CAUTION: disk zap is wiping everything out,

#ceph-deploy disk zap ceph1 /dev/xvdb /dev/xvdc /dev/xvdd
#ceph-deploy disk zap ceph2 /dev/xvdb /dev/xvdc /dev/xvdd
#ceph-deploy disk zap ceph3 /dev/xvdb /dev/xvdc /dev/xvdd

ceph-deploy osd create -h

ceph-deploy osd create --data /dev/xvdb ceph1
ceph-deploy osd create --data /dev/xvdc ceph1
ceph-deploy osd create --data /dev/xvdd ceph1

ceph-deploy osd create --data /dev/xvdb ceph2
ceph-deploy osd create --data /dev/xvdc ceph2
ceph-deploy osd create --data /dev/xvdd ceph2

ceph-deploy osd create --data /dev/xvdb ceph3
ceph-deploy osd create --data /dev/xvdc ceph3
ceph-deploy osd create --data /dev/xvdd ceph3

older syntax,

#ceph-deploy disk zap ceph1:sdc ceph1:sdd ceph1:sde
#ceph-deploy disk zap ceph2:sdc ceph2:sdd ceph2:sde
#ceph-deploy disk zap ceph3:sdc ceph3:sdd ceph3:sde

#ceph-deploy osd create ceph1:sdc:/dev/sdb1 ceph1:sdd:/dev/sdb2 ceph1:sde:/dev/sdb3
#ceph-deploy osd create ceph2:sdc:/dev/sdb1 ceph2:sdd:/dev/sdb2 ceph2:sde:/dev/sdb3
#ceph-deploy osd create ceph3:sdc:/dev/sdb1 ceph3:sdd:/dev/sdb2 ceph3:sde:/dev/sdb3

check,

ceph osd tree

Pools

from any cluster node

Create a new pool and check,

ceph osd pool create test-pool 128
ceph osd lspools
ceph osd pool get-quota test-pool

understand why it allocated more than 128 placements groups,

vi poolpg

copy/paste from http://cephnotes.ksperis.com/blog/2015/02/23/get-the-number-of-placement-groups-per-osd/

chmod +x poolpg
./poolpg 

Operations

See Operating Ceph

References

This guide was originally based on Luca Dell'Oca’s which has a few issues. For example it prepares the osds and fs on partitions in part 4 while later-on, ceph-deploy disk zap erases everything and the full disk is eventyally used as OSD.
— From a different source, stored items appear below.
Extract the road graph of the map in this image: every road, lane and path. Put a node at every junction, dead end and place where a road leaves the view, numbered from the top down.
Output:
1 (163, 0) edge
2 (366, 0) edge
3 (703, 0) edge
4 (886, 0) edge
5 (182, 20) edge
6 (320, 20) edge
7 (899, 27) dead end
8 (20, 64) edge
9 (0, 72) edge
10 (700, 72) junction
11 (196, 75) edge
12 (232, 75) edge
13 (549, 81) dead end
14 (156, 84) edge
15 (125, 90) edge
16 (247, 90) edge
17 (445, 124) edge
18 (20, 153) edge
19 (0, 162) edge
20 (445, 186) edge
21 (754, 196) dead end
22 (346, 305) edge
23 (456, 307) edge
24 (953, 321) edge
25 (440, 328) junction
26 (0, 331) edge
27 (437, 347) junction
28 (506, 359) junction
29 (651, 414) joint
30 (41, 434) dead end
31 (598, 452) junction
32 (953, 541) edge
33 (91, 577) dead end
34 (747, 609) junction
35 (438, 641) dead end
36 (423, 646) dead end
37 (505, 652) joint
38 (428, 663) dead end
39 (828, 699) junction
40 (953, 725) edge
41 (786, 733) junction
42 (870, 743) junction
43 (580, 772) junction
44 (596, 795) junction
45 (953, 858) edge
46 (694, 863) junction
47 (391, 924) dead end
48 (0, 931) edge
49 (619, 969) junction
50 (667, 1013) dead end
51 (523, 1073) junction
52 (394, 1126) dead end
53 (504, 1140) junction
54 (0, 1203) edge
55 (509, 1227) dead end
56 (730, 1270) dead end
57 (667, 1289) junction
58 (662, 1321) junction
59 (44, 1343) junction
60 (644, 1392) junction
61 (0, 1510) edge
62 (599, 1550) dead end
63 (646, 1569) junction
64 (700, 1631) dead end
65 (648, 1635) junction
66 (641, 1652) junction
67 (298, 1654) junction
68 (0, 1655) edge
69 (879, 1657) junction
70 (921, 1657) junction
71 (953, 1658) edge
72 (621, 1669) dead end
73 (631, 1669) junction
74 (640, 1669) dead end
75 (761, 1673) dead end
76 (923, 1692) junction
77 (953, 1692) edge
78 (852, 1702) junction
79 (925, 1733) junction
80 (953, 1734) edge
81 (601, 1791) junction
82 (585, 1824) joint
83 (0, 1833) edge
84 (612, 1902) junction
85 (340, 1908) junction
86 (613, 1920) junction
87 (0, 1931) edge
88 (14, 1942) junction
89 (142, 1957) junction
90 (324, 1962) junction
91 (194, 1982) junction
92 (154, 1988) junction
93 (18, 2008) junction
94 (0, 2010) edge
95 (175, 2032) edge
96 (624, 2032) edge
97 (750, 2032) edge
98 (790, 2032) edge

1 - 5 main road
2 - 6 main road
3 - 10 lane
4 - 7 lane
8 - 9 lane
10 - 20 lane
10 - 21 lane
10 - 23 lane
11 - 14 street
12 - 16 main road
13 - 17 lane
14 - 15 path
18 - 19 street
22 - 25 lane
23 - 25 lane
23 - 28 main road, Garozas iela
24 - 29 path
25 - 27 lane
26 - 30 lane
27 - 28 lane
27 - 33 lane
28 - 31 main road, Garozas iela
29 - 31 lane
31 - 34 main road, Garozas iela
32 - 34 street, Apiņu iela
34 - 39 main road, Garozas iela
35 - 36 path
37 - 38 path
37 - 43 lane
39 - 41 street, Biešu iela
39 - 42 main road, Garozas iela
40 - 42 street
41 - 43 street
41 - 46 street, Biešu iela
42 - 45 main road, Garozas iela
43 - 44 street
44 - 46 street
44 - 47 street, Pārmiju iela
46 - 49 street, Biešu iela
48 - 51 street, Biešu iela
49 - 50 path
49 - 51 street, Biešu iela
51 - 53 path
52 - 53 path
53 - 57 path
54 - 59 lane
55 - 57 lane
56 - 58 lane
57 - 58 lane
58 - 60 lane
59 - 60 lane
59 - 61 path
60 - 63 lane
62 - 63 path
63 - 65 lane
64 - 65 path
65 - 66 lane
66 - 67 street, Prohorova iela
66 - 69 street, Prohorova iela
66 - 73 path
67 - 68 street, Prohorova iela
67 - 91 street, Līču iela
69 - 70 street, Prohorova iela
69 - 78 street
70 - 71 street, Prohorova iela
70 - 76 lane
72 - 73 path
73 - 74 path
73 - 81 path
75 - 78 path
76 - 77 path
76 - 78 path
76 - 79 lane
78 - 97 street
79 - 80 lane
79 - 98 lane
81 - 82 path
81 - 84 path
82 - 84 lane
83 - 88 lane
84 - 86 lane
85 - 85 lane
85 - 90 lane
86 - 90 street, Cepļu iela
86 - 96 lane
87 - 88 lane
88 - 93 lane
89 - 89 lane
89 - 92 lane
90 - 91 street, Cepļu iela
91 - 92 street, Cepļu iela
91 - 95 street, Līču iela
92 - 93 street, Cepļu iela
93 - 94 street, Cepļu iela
OBSOLETE – Calculating PGs

Have fun with the logic. I don’t get it. But it seems 30 PGs per OSD is maximum while the values for pg num and pgp num should be a power of two. Also increasing the number of PGs makes your cluster more easy to scale out in terms of OSDs. So put simple, I 30 x <number of your OSDs> to find the maximum and take the power of two equal or below it.

2^0     1
2^1     2
2^2     4
2^3     8
2^4     16
2^5     32
2^6     64
2^7     128
2^8     256
2^9     512
2^10    1024

Refs (I’m tired).

Troubleshooting broken ceph-deploy 2.0.0

If you get this error while setting up monitors,

ImportError: libceph-common.so.0: cannot map zero-fill pages

==> increase memory of your nodes, 256M was obviously not enough here. Switching to 1024M did the trick.

If you get this error while searching for OSDs,

TypeError: 'Logger' object is not callable

==> seems to be a bug, which can be fixed,

grep  distro.conn.logger /usr/lib/python2.7/dist-packages/ceph_deploy/osd.py
cp /usr/lib/python2.7/dist-packages/ceph_deploy/osd.py /usr/lib/python2.7/dist-packages/ceph_deploy/osd.py.dist

--- /usr/lib/python2.7/dist-packages/ceph_deploy/osd.py.dist    2018-06-27 15:30:08.003540181 +0000
+++ /usr/lib/python2.7/dist-packages/ceph_deploy/osd.py 2018-06-27 15:31:38.239540181 +0000
@@ -373,7 +373,7 @@
         )
         for line in out:
             if line.startswith('Disk /'):
-                distro.conn.logger(line)
+                LOG.info(line.decode('utf-8'))


 def osd_list(args, cfg):

but the simplest way is to upgrade to ceph-deploy 2.0.1 using pip.

If you get this error while trying to zap a disk,

AttributeError: 'Namespace' object has no attribute 'debug'

==> upgrade from 2.0.0 to ceph-deploy 2.0.1, just get rid of the package and use pip instead.